Activities
Each term, the society performs one or more pieces of (usually comic) theatre, with emphasis on low budget and high creativity. Staples include pantomime, comic plays, revues, and skits, but in the past the society has also shot a short film and put on a music talent competition, amongst others. All are invariably realised on a minimal budget to maximise the donations to charity. CULES performances can be demanding, with difficult audiences (for instance, disabled children, or hospital patients...) and highly improvised facilities (such as a school gymnasium).
The pantomimes performed are almost always written by members of the society, and include many parodies of popular songs (such songs by ABBA or Queen) with accompanying dance moves, while the comic plays may be original works or adaptations (such as the Jeeves and Wooster plays by P. G. Wodehouse, or a play by Oscar Wilde), see below), through making full use of the members' (sometimes unusual) possessions and creative talents. Elaborate costumes and props are often created at great effort, with little more than cloth, cardboard and string — often adding to the humour in a production.

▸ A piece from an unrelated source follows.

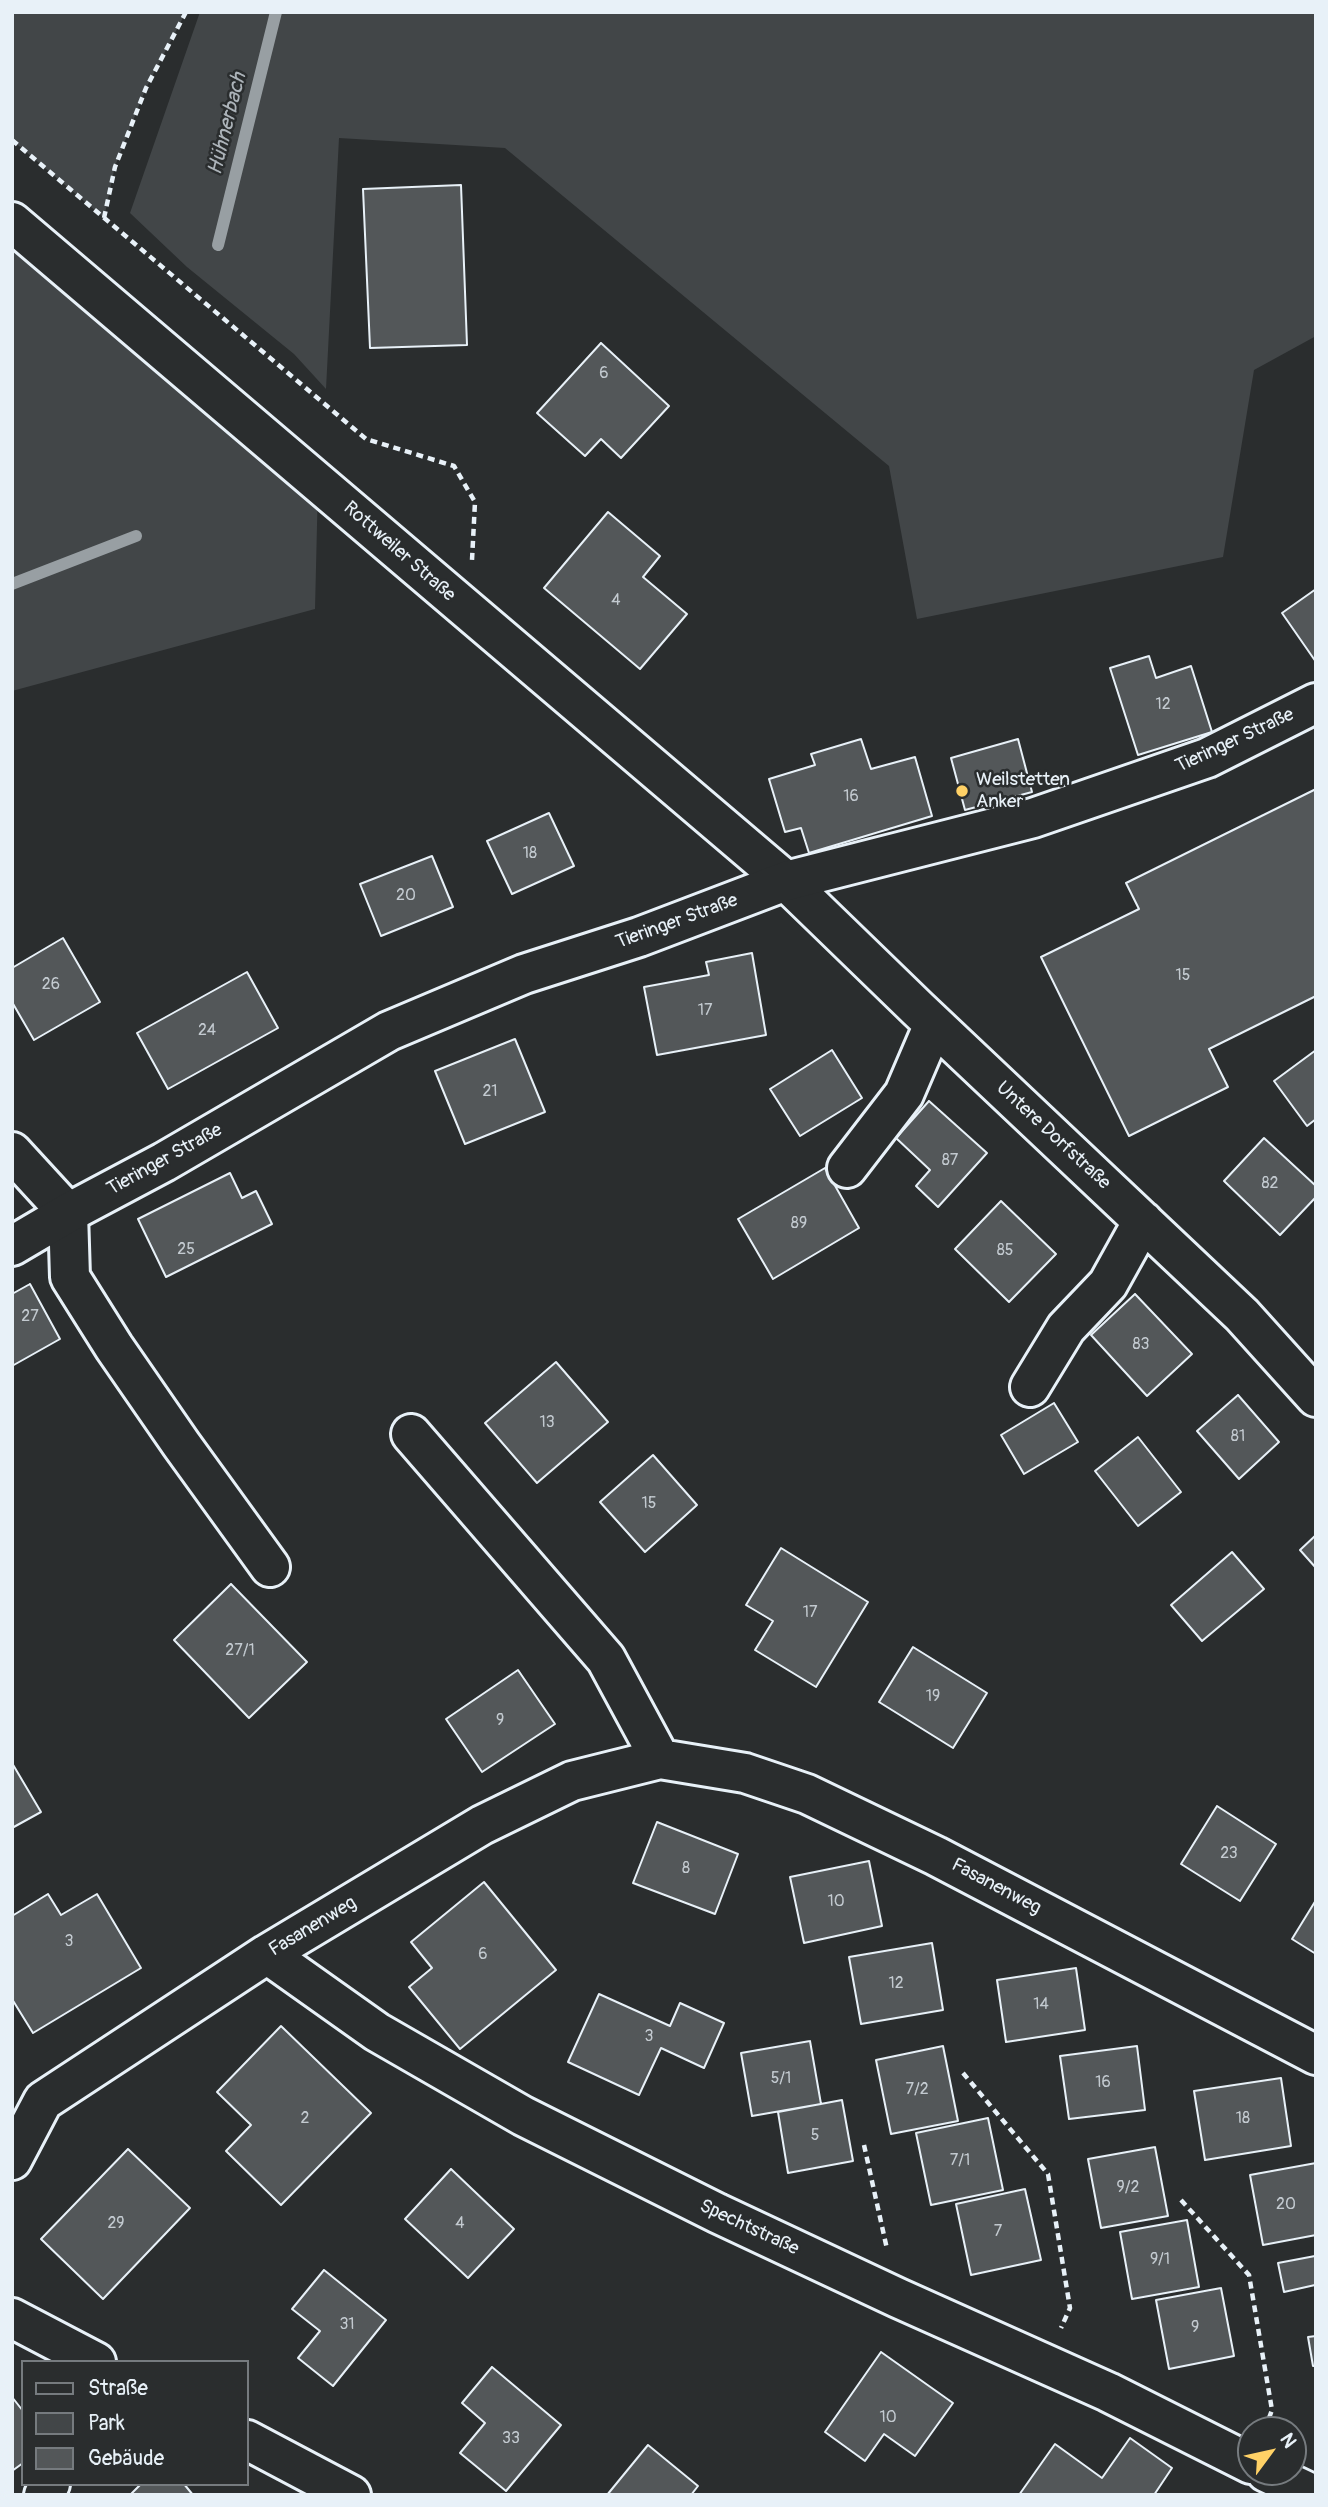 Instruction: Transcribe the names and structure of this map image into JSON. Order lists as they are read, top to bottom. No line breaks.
{"streets":{"street":["Rottweiler Straße","Tieringer Straße","Untere Dorfstraße","Fasanenweg","Spechtstraße"]},"crossings":[["Rottweiler Straße","Tieringer Straße"],["Rottweiler Straße","Untere Dorfstraße"],["Tieringer Straße","Untere Dorfstraße"],["Fasanenweg","Spechtstraße"]],"water":["Hühnerbach"],"places":["Weilstetten Anker"],"house_numbers":["6","4","12","16","18","20","15","26","17","24","21","87","82","89","25","85","27","83","13","81","15","17","27/1","19","9","23","8","10","3","6","12","14","3","5/1","16","7/2","2","18","5","7/1","9/2","20","29","4","7","9/1","31","9","10","33"],"legend":["Straße","Park","Gebäude"],"north":"top right"}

In Michaelmas and Lent terms, the productions are taken to special needs schools, homes for the elderly, homeless shelters, and hospital wards, for whose occupants these performances often represent a welcome departure from an otherwise monotonous daily routine. A final performance is organised for the students of the university. This final performance often entails script changes, usually through adding lewd or suggestive dialogue which would not have been appropriate for other audiences.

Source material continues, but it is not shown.